[Collected data]
____________
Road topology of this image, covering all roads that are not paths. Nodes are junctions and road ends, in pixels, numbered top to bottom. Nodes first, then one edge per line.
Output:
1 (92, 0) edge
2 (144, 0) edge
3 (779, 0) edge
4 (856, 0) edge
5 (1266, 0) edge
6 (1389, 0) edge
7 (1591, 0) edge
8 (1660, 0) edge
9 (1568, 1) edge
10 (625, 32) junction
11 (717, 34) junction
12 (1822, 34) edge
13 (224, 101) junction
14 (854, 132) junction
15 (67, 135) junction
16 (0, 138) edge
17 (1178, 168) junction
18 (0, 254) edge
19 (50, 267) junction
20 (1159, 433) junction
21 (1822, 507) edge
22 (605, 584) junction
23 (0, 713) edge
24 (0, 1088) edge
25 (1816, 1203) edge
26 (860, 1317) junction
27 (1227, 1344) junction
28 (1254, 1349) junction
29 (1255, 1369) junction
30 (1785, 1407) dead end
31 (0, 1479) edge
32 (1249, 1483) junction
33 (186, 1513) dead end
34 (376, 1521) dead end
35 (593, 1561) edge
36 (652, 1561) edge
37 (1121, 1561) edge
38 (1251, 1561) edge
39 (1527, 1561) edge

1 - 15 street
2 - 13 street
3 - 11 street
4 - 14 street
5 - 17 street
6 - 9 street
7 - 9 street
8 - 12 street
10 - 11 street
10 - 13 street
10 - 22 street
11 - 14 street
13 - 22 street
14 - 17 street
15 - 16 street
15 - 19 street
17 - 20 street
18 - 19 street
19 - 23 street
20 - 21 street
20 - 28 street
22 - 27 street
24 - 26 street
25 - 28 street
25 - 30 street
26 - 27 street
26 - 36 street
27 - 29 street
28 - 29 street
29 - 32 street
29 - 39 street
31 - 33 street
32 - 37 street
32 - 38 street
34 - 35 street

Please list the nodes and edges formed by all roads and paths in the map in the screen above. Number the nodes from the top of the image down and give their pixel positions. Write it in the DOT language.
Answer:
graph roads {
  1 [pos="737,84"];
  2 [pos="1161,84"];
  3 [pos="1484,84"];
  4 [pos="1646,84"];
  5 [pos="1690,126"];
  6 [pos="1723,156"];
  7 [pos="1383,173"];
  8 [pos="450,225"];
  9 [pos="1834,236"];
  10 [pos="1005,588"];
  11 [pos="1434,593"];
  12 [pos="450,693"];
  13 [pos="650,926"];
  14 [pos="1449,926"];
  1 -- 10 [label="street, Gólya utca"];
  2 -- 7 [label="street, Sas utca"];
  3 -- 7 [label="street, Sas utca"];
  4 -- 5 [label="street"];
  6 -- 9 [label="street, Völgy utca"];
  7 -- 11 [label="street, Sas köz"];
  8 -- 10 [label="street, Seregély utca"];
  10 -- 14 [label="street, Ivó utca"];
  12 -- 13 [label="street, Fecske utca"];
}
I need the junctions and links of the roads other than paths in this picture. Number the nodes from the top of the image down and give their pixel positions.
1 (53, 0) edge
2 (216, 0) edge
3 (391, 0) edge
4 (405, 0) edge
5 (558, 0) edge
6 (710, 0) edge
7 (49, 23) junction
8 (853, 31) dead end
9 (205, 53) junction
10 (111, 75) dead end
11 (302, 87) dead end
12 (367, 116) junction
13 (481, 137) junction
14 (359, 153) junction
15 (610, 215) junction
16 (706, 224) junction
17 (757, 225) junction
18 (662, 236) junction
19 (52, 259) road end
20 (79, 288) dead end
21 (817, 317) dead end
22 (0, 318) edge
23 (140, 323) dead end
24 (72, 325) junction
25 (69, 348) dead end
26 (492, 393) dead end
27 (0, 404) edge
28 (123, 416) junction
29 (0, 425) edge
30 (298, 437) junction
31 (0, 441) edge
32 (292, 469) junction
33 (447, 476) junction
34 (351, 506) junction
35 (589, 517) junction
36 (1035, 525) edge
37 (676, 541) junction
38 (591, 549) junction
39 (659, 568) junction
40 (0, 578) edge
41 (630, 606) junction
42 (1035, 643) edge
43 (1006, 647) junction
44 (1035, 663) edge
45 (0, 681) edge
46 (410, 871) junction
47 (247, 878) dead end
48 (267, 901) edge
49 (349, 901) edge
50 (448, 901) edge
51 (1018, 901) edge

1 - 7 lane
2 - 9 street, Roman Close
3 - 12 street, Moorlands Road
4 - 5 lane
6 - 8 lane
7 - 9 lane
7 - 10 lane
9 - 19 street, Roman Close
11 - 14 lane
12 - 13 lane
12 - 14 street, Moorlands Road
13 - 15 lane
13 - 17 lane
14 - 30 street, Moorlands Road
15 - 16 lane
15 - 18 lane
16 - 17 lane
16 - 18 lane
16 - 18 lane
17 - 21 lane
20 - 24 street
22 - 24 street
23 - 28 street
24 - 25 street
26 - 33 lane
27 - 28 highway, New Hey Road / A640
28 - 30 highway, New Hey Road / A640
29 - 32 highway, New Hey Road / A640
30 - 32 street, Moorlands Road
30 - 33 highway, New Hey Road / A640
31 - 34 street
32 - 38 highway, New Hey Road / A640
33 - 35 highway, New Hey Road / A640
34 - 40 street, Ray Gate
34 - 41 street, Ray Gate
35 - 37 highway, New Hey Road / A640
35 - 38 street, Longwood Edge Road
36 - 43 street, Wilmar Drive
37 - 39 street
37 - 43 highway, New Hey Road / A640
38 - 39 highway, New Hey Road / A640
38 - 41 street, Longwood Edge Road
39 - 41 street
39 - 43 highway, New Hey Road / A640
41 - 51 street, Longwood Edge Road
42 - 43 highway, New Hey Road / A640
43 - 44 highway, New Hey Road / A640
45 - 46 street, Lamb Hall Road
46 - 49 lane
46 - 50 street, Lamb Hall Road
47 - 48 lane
____________
Activity:
Restate every line of the data word for word.

Solution for this exercise:
Road topology of this image, covering all roads that are not paths. Nodes are junctions and road ends, in pixels, numbered top to bottom. Nodes first, then one edge per line.
Output:
1 (92, 0) edge
2 (144, 0) edge
3 (779, 0) edge
4 (856, 0) edge
5 (1266, 0) edge
6 (1389, 0) edge
7 (1591, 0) edge
8 (1660, 0) edge
9 (1568, 1) edge
10 (625, 32) junction
11 (717, 34) junction
12 (1822, 34) edge
13 (224, 101) junction
14 (854, 132) junction
15 (67, 135) junction
16 (0, 138) edge
17 (1178, 168) junction
18 (0, 254) edge
19 (50, 267) junction
20 (1159, 433) junction
21 (1822, 507) edge
22 (605, 584) junction
23 (0, 713) edge
24 (0, 1088) edge
25 (1816, 1203) edge
26 (860, 1317) junction
27 (1227, 1344) junction
28 (1254, 1349) junction
29 (1255, 1369) junction
30 (1785, 1407) dead end
31 (0, 1479) edge
32 (1249, 1483) junction
33 (186, 1513) dead end
34 (376, 1521) dead end
35 (593, 1561) edge
36 (652, 1561) edge
37 (1121, 1561) edge
38 (1251, 1561) edge
39 (1527, 1561) edge

1 - 15 street
2 - 13 street
3 - 11 street
4 - 14 street
5 - 17 street
6 - 9 street
7 - 9 street
8 - 12 street
10 - 11 street
10 - 13 street
10 - 22 street
11 - 14 street
13 - 22 street
14 - 17 street
15 - 16 street
15 - 19 street
17 - 20 street
18 - 19 street
19 - 23 street
20 - 21 street
20 - 28 street
22 - 27 street
24 - 26 street
25 - 28 street
25 - 30 street
26 - 27 street
26 - 36 street
27 - 29 street
28 - 29 street
29 - 32 street
29 - 39 street
31 - 33 street
32 - 37 street
32 - 38 street
34 - 35 street

Please list the nodes and edges formed by all roads and paths in the map in the screen above. Number the nodes from the top of the image down and give their pixel positions. Write it in the DOT language.
Answer:
graph roads {
  1 [pos="737,84"];
  2 [pos="1161,84"];
  3 [pos="1484,84"];
  4 [pos="1646,84"];
  5 [pos="1690,126"];
  6 [pos="1723,156"];
  7 [pos="1383,173"];
  8 [pos="450,225"];
  9 [pos="1834,236"];
  10 [pos="1005,588"];
  11 [pos="1434,593"];
  12 [pos="450,693"];
  13 [pos="650,926"];
  14 [pos="1449,926"];
  1 -- 10 [label="street, Gólya utca"];
  2 -- 7 [label="street, Sas utca"];
  3 -- 7 [label="street, Sas utca"];
  4 -- 5 [label="street"];
  6 -- 9 [label="street, Völgy utca"];
  7 -- 11 [label="street, Sas köz"];
  8 -- 10 [label="street, Seregély utca"];
  10 -- 14 [label="street, Ivó utca"];
  12 -- 13 [label="street, Fecske utca"];
}
I need the junctions and links of the roads other than paths in this picture. Number the nodes from the top of the image down and give their pixel positions.
1 (53, 0) edge
2 (216, 0) edge
3 (391, 0) edge
4 (405, 0) edge
5 (558, 0) edge
6 (710, 0) edge
7 (49, 23) junction
8 (853, 31) dead end
9 (205, 53) junction
10 (111, 75) dead end
11 (302, 87) dead end
12 (367, 116) junction
13 (481, 137) junction
14 (359, 153) junction
15 (610, 215) junction
16 (706, 224) junction
17 (757, 225) junction
18 (662, 236) junction
19 (52, 259) road end
20 (79, 288) dead end
21 (817, 317) dead end
22 (0, 318) edge
23 (140, 323) dead end
24 (72, 325) junction
25 (69, 348) dead end
26 (492, 393) dead end
27 (0, 404) edge
28 (123, 416) junction
29 (0, 425) edge
30 (298, 437) junction
31 (0, 441) edge
32 (292, 469) junction
33 (447, 476) junction
34 (351, 506) junction
35 (589, 517) junction
36 (1035, 525) edge
37 (676, 541) junction
38 (591, 549) junction
39 (659, 568) junction
40 (0, 578) edge
41 (630, 606) junction
42 (1035, 643) edge
43 (1006, 647) junction
44 (1035, 663) edge
45 (0, 681) edge
46 (410, 871) junction
47 (247, 878) dead end
48 (267, 901) edge
49 (349, 901) edge
50 (448, 901) edge
51 (1018, 901) edge

1 - 7 lane
2 - 9 street, Roman Close
3 - 12 street, Moorlands Road
4 - 5 lane
6 - 8 lane
7 - 9 lane
7 - 10 lane
9 - 19 street, Roman Close
11 - 14 lane
12 - 13 lane
12 - 14 street, Moorlands Road
13 - 15 lane
13 - 17 lane
14 - 30 street, Moorlands Road
15 - 16 lane
15 - 18 lane
16 - 17 lane
16 - 18 lane
16 - 18 lane
17 - 21 lane
20 - 24 street
22 - 24 street
23 - 28 street
24 - 25 street
26 - 33 lane
27 - 28 highway, New Hey Road / A640
28 - 30 highway, New Hey Road / A640
29 - 32 highway, New Hey Road / A640
30 - 32 street, Moorlands Road
30 - 33 highway, New Hey Road / A640
31 - 34 street
32 - 38 highway, New Hey Road / A640
33 - 35 highway, New Hey Road / A640
34 - 40 street, Ray Gate
34 - 41 street, Ray Gate
35 - 37 highway, New Hey Road / A640
35 - 38 street, Longwood Edge Road
36 - 43 street, Wilmar Drive
37 - 39 street
37 - 43 highway, New Hey Road / A640
38 - 39 highway, New Hey Road / A640
38 - 41 street, Longwood Edge Road
39 - 41 street
39 - 43 highway, New Hey Road / A640
41 - 51 street, Longwood Edge Road
42 - 43 highway, New Hey Road / A640
43 - 44 highway, New Hey Road / A640
45 - 46 street, Lamb Hall Road
46 - 49 lane
46 - 50 street, Lamb Hall Road
47 - 48 lane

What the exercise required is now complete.